Saat kejadian ini, dua anak kandung perempuan tersebut sedang berada di rumah. Sementara, ayahnya sedang bekerja.

Malamnya, ibu ini memanggil layanan ambulans dan melaporkan bahwa ia menemukan anaknya tak sadarkan didalam koper. Mobil ambulans datang sekitar pukul 19.25 waktu setempat.

BACA JUGA : Tersadar yang Dinikahi Adalah Laki-laki, Akhirnya Lapor Polisi

Tim medis yang datang, mennyatakan bahwa sang anak dalam kondisi koma dan langsung dilarikan ke rumah sakit universitas di Cheonan.

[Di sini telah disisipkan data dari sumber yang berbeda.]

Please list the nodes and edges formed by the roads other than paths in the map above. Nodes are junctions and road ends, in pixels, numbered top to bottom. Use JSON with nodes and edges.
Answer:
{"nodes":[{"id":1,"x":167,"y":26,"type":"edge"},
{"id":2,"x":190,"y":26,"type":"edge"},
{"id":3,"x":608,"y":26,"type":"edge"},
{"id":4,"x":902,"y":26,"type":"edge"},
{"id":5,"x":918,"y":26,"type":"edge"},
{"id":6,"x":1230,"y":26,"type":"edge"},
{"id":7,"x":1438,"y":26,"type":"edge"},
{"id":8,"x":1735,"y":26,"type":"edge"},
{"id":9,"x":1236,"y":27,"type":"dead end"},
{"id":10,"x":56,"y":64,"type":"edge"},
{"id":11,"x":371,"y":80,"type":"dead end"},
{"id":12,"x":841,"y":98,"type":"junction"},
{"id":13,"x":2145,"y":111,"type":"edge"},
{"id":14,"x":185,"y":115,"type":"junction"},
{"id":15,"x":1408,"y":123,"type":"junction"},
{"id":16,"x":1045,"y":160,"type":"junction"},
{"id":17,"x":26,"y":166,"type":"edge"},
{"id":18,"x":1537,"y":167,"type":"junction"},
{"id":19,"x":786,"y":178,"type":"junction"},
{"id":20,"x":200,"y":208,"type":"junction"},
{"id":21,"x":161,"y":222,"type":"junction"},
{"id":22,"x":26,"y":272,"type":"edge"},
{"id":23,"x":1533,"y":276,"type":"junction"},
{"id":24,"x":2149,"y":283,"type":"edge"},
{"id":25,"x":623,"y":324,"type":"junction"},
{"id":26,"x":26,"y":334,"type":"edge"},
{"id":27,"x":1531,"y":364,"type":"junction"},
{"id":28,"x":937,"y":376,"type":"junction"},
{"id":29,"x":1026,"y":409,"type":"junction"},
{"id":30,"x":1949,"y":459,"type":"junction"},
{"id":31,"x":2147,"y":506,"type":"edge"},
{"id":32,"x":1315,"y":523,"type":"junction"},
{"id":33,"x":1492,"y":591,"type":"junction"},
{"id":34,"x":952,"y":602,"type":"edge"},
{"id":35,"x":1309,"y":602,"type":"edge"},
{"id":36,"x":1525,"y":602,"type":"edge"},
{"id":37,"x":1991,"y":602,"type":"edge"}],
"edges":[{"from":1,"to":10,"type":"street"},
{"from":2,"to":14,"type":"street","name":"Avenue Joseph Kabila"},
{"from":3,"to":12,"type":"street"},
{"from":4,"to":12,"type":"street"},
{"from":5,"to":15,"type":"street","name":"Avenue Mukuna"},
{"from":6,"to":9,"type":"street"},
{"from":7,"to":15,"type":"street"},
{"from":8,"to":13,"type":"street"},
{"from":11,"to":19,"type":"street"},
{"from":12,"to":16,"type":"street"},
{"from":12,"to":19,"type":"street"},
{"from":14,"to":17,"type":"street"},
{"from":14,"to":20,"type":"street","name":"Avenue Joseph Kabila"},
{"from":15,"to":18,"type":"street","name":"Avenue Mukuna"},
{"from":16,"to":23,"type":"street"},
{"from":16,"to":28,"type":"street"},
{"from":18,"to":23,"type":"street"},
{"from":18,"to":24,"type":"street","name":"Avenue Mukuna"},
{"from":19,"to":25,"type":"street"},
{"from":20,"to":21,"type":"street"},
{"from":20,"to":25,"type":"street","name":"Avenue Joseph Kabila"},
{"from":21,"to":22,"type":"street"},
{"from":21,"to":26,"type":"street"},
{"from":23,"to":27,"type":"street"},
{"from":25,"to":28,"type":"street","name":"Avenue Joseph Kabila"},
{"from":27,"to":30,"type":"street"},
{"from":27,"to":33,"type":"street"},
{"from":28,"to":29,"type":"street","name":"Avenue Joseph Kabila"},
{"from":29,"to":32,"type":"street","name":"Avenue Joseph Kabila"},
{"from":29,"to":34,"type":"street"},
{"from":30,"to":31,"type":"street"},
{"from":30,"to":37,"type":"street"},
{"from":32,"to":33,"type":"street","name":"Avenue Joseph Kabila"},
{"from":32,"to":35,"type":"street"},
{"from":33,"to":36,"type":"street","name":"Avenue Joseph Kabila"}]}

Setelah dirawat selama dua hari, anak malang tersebut tak dapat diselamatkan dan dinyatakan meninggal pada pukul 18.50 malam, dengan penyebab kematian yakni kegagalan di beberapa organ.

Polisi kemudian melakukan penangkapan berdasarkan kecurigaan kematian sang anak kemungkinan akibat dari tindakan kekerasan yang terjadi padanya.

Aksi kejam ibu tiri ini ternyata bukan pertama kalinya. Satu bulan sebelumnya, ia dan sang suami (ayah kandung) dari korban juga menjalani penyelidikan kepolisian atas dugaan penganiayaan anak.

Pada tanggal 5 Mei lalu, yang dikenal sebagai Hari Anak di Korsel, pasangan ini malah memeriksakan anaknya ke rumah sakit.

Melihat adanya bekas luka memar, pihak rumah sakit kemudian melaporkan bahwa adanya dugaan pelecehan anak ke pihak berwajib.

Ketika ditanya soal luka memar anak tirinya oleh pihak kepolisian, ibu ini menjawab,

“Saya baru saya memukulnya karena ia tidak mau mendengarkan saya.” Pun ia menyebut, juga akan melakukan hal yang sama jika dua anak kandungnya ketahuan berbuat nakal.